Strengths, Limitations, and Future Research Directions

This study adds to the research base on the efficacy and effectiveness of MBPBS in mindful parenting. It provides further data on component analysis of the multicomponent program, showing that the two key components are individually effective but when combined the effects of the program are greater than the sum of its parts. The study also provides post-intervention follow-up data for 3 years showing the lasting effects of initial training in MBPBS. This suggests that once mindful parenting was well-established in the mothers, it put mother-child interactions on a positive trajectory that continued well after the initial training.

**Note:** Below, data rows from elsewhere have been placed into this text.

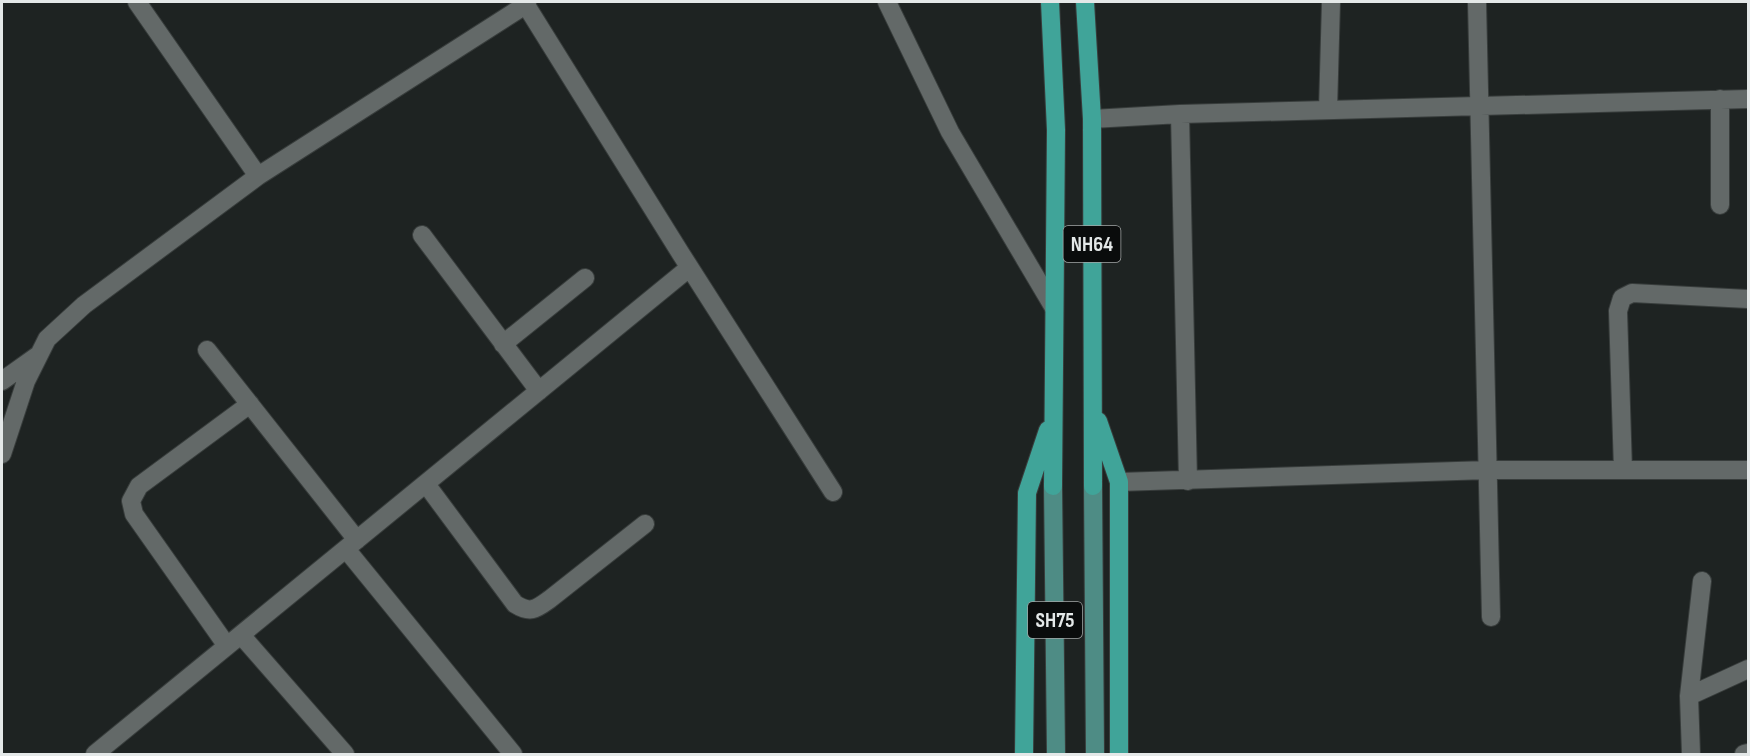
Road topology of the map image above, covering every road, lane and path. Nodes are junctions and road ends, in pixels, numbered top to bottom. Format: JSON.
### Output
{"nodes":[{"id":1,"x":137,"y":2,"type":"edge"},
{"id":2,"x":887,"y":2,"type":"edge"},
{"id":3,"x":1050,"y":2,"type":"edge"},
{"id":4,"x":1085,"y":2,"type":"edge"},
{"id":5,"x":1331,"y":2,"type":"edge"},
{"id":6,"x":1477,"y":2,"type":"edge"},
{"id":7,"x":525,"y":3,"type":"edge"},
{"id":8,"x":1720,"y":99,"type":"junction"},
{"id":9,"x":1749,"y":99,"type":"edge"},
{"id":10,"x":1480,"y":105,"type":"junction"},
{"id":11,"x":1328,"y":110,"type":"junction"},
{"id":12,"x":1180,"y":114,"type":"junction"},
{"id":13,"x":1092,"y":119,"type":"junction"},
{"id":14,"x":258,"y":176,"type":"junction"},
{"id":15,"x":1720,"y":205,"type":"dead end"},
{"id":16,"x":422,"y":236,"type":"dead end"},
{"id":17,"x":689,"y":268,"type":"junction"},
{"id":18,"x":585,"y":278,"type":"dead end"},
{"id":19,"x":1749,"y":299,"type":"edge"},
{"id":20,"x":1054,"y":308,"type":"junction"},
{"id":21,"x":504,"y":344,"type":"junction"},
{"id":22,"x":207,"y":350,"type":"dead end"},
{"id":23,"x":40,"y":353,"type":"junction"},
{"id":24,"x":2,"y":381,"type":"edge"},
{"id":25,"x":539,"y":391,"type":"junction"},
{"id":26,"x":249,"y":404,"type":"junction"},
{"id":27,"x":1093,"y":405,"type":"junction"},
{"id":28,"x":1054,"y":412,"type":"junction"},
{"id":29,"x":2,"y":454,"type":"edge"},
{"id":30,"x":1488,"y":470,"type":"junction"},
{"id":31,"x":1623,"y":470,"type":"junction"},
{"id":32,"x":1749,"y":470,"type":"edge"},
{"id":33,"x":1188,"y":481,"type":"junction"},
{"id":34,"x":1119,"y":482,"type":"junction"},
{"id":35,"x":426,"y":484,"type":"junction"},
{"id":36,"x":1053,"y":486,"type":"joint"},
{"id":37,"x":1093,"y":486,"type":"joint"},
{"id":38,"x":833,"y":492,"type":"dead end"},
{"id":39,"x":645,"y":524,"type":"dead end"},
{"id":40,"x":351,"y":544,"type":"junction"},
{"id":41,"x":1702,"y":581,"type":"dead end"},
{"id":42,"x":1491,"y":617,"type":"dead end"},
{"id":43,"x":234,"y":641,"type":"junction"},
{"id":44,"x":1749,"y":669,"type":"edge"},
{"id":45,"x":1689,"y":696,"type":"junction"},
{"id":46,"x":1749,"y":753,"type":"edge"},
{"id":47,"x":95,"y":754,"type":"edge"},
{"id":48,"x":345,"y":754,"type":"edge"},
{"id":49,"x":513,"y":754,"type":"edge"},
{"id":50,"x":1024,"y":754,"type":"edge"},
{"id":51,"x":1056,"y":754,"type":"edge"},
{"id":52,"x":1095,"y":754,"type":"edge"},
{"id":53,"x":1119,"y":754,"type":"edge"},
{"id":54,"x":1691,"y":754,"type":"edge"},
{"id":55,"x":1744,"y":754,"type":"edge"}],
"edges":[{"from":1,"to":14,"type":"street"},
{"from":2,"to":20,"type":"street"},
{"from":3,"to":20,"type":"highway","number":"NH64"},
{"from":4,"to":13,"type":"highway","number":"NH64"},
{"from":5,"to":11,"type":"street"},
{"from":6,"to":10,"type":"street"},
{"from":7,"to":14,"type":"street"},
{"from":7,"to":17,"type":"street"},
{"from":8,"to":9,"type":"street"},
{"from":8,"to":10,"type":"street"},
{"from":8,"to":15,"type":"street"},
{"from":10,"to":11,"type":"street"},
{"from":10,"to":30,"type":"street"},
{"from":11,"to":12,"type":"street"},
{"from":12,"to":13,"type":"street"},
{"from":12,"to":33,"type":"street"},
{"from":13,"to":27,"type":"highway","number":"NH64"},
{"from":14,"to":23,"type":"street"},
{"from":16,"to":21,"type":"street"},
{"from":17,"to":25,"type":"street"},
{"from":17,"to":38,"type":"street"},
{"from":18,"to":21,"type":"street"},
{"from":19,"to":31,"type":"street"},
{"from":20,"to":28,"type":"highway","number":"NH64"},
{"from":21,"to":25,"type":"street"},
{"from":22,"to":26,"type":"street"},
{"from":23,"to":24,"type":"street"},
{"from":23,"to":29,"type":"street"},
{"from":25,"to":35,"type":"street"},
{"from":26,"to":40,"type":"street"},
{"from":26,"to":43,"type":"street"},
{"from":27,"to":34,"type":"highway"},
{"from":27,"to":37,"type":"highway","number":"NH64"},
{"from":28,"to":36,"type":"highway","number":"NH64"},
{"from":28,"to":50,"type":"highway"},
{"from":30,"to":31,"type":"street"},
{"from":30,"to":33,"type":"street"},
{"from":30,"to":42,"type":"street"},
{"from":31,"to":32,"type":"street"},
{"from":33,"to":34,"type":"street"},
{"from":34,"to":53,"type":"highway"},
{"from":35,"to":39,"type":"street"},
{"from":35,"to":40,"type":"street"},
{"from":36,"to":51,"type":"main road","number":"SH75"},
{"from":37,"to":52,"type":"main road","number":"SH75"},
{"from":40,"to":43,"type":"street"},
{"from":40,"to":49,"type":"street"},
{"from":41,"to":45,"type":"street"},
{"from":43,"to":47,"type":"street"},
{"from":43,"to":48,"type":"street"},
{"from":44,"to":45,"type":"street"},
{"from":45,"to":54,"type":"street"},
{"from":46,"to":55,"type":"street"}]}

This study is not without limitations. The participants were mothers and included no fathers, thus restricting generalizability across parents. There has been a paucity of fathers in mindful parenting research generally, but more effort needs to be expanded to overcome this issue. Parental distress was assessed using only one well-validated measure of perceived stress (PSS-10) and adding measures on anxiety and depression would permit evaluation of the effects of MBPBS and its components on these affective facets of distress. In addition, measuring distress symptoms in children would reveal potential spillover effects of the mothers’ training and practice of mindfulness on affective distress symptoms in their children.

There has been much discussion regarding the emergence of a second generation of mindfulness-based programs that are more closely aligned with the Buddhist roots of mindfulness (Van Gordon and Shonin 2020). One of the consequences of this movement has been the need to add more components to existing programs or developing new programs that are more closely aligned with Buddhist practices. This expansion needs to be juxtaposed against the time and effort needed by practitioners (e.g., parents) to learn, metabolize, and use these practices in their already rather full daily lives. We need to learn more about parental needs, motivations, and their characteristics that mediate their parenting practices to customize mindful parenting programs (Emerson et al. 2020). The stepped care model used in developing the MBPBS program is one way of matching the content of mindfulness programs to the needs and abilities of parents.